2. The account is enrolled in the Company's dividend reinvestment plan and the amount listed is the most up-to-date information available.
3. Amount listed is the most up-to-date information available regarding holdings in the Company Plan Fund which invests in Common Shares of the Company.
4. These Common Shares are held in the Estate of John H. McConnell (the "Estate"). John P. McConnell is a co-executor and beneficiary of the Estate, and disclaims beneficial ownership of these Common Shares except to the extent of his pecuniary interest therein.

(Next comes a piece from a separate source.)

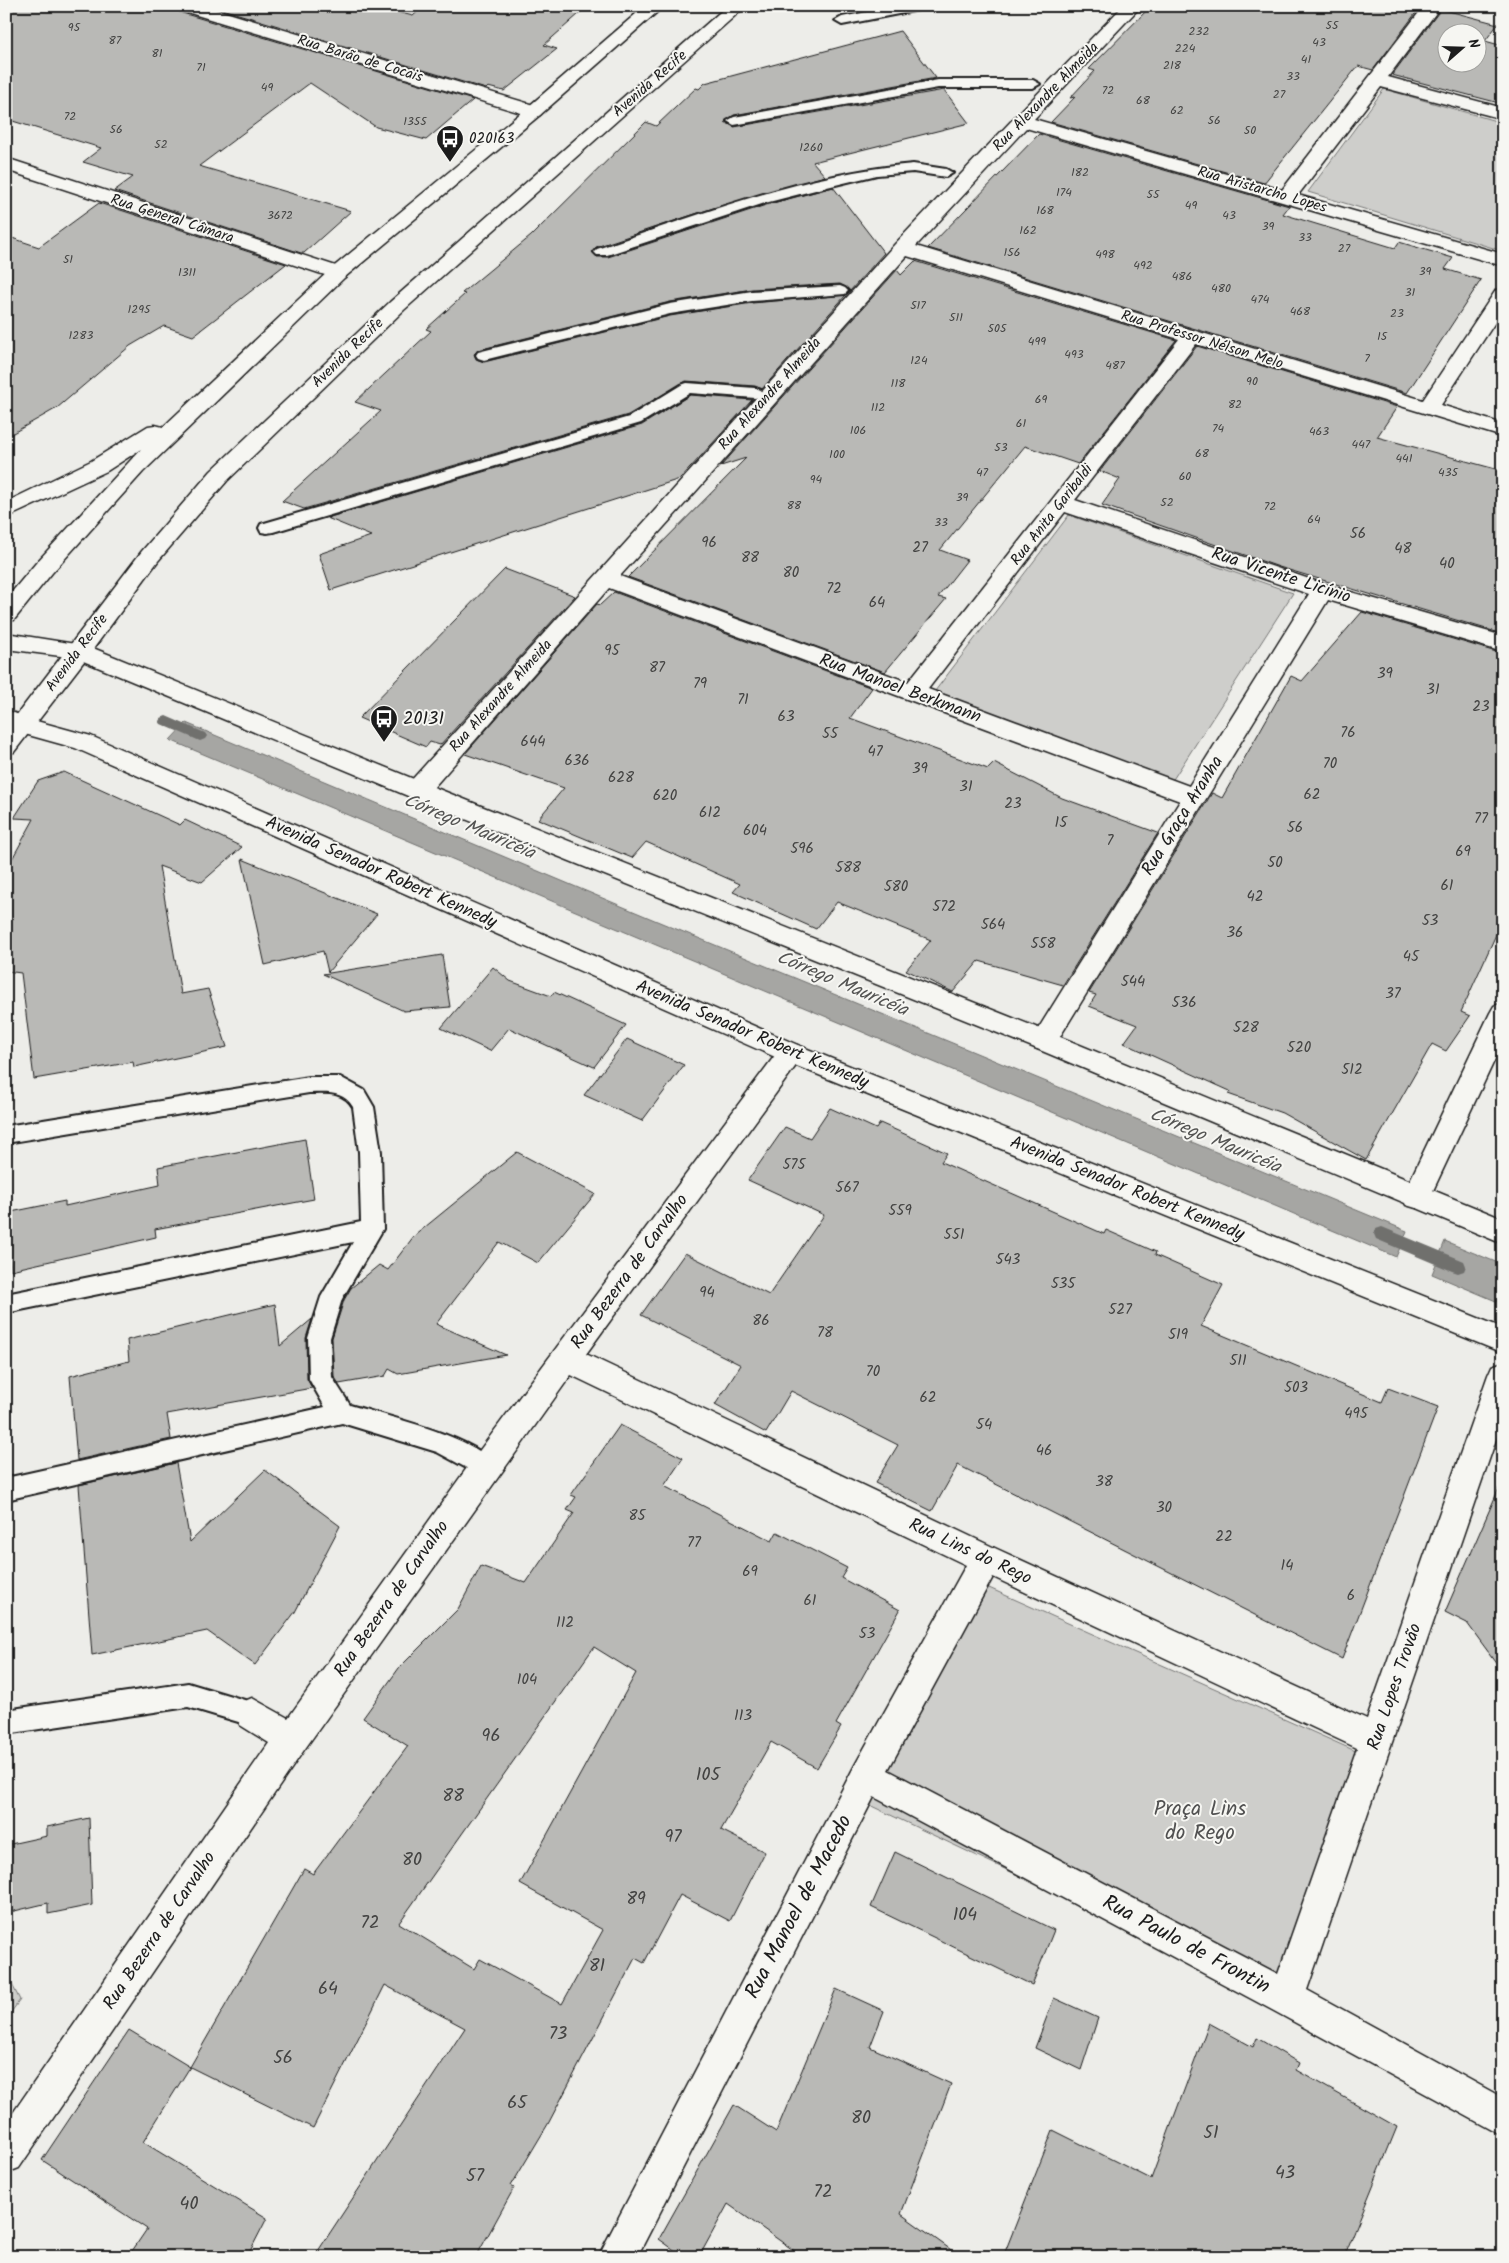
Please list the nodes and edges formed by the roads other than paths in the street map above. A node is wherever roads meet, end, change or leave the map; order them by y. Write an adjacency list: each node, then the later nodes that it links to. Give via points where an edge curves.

5. This non-qualified stock option was granted under the Worthington Industries, Inc. Amended and Restated 1997 Long-Term Incentive Plan and vests at 20% per year beginning on the first anniversary of the grant date. Date listed is date on which the first 20% portion of the option will vest. Additional portions of 20% of the option vest annually on each of 03/30/2002, 03/30/2003, 03/30/2004, and 03/30/2005. This option expires on 3/30/2011.
/S/ Dale T. Brinkman, as attorney-in-fact for John P. McConnell 03/30/2011
** Signature of Reporting Person Date
Reminder: Report on a separate line for each class of securities beneficially owned directly or indirectly.
* If the form is filed by more than one reporting person, see Instruction 4 (b)(v).
** Intentional misstatements or omissions of facts constitute Federal Criminal Violations See 18 U.S.C. 1001 and 15 U.S.C. 78ff(a).
Note: File three copies of this Form, one of which must be manually signed. If space is insufficient, see Instruction 6 for procedure.
Persons who respond to the collection of information contained in this form are not required to respond unless the form displays a currently valid OMB Number.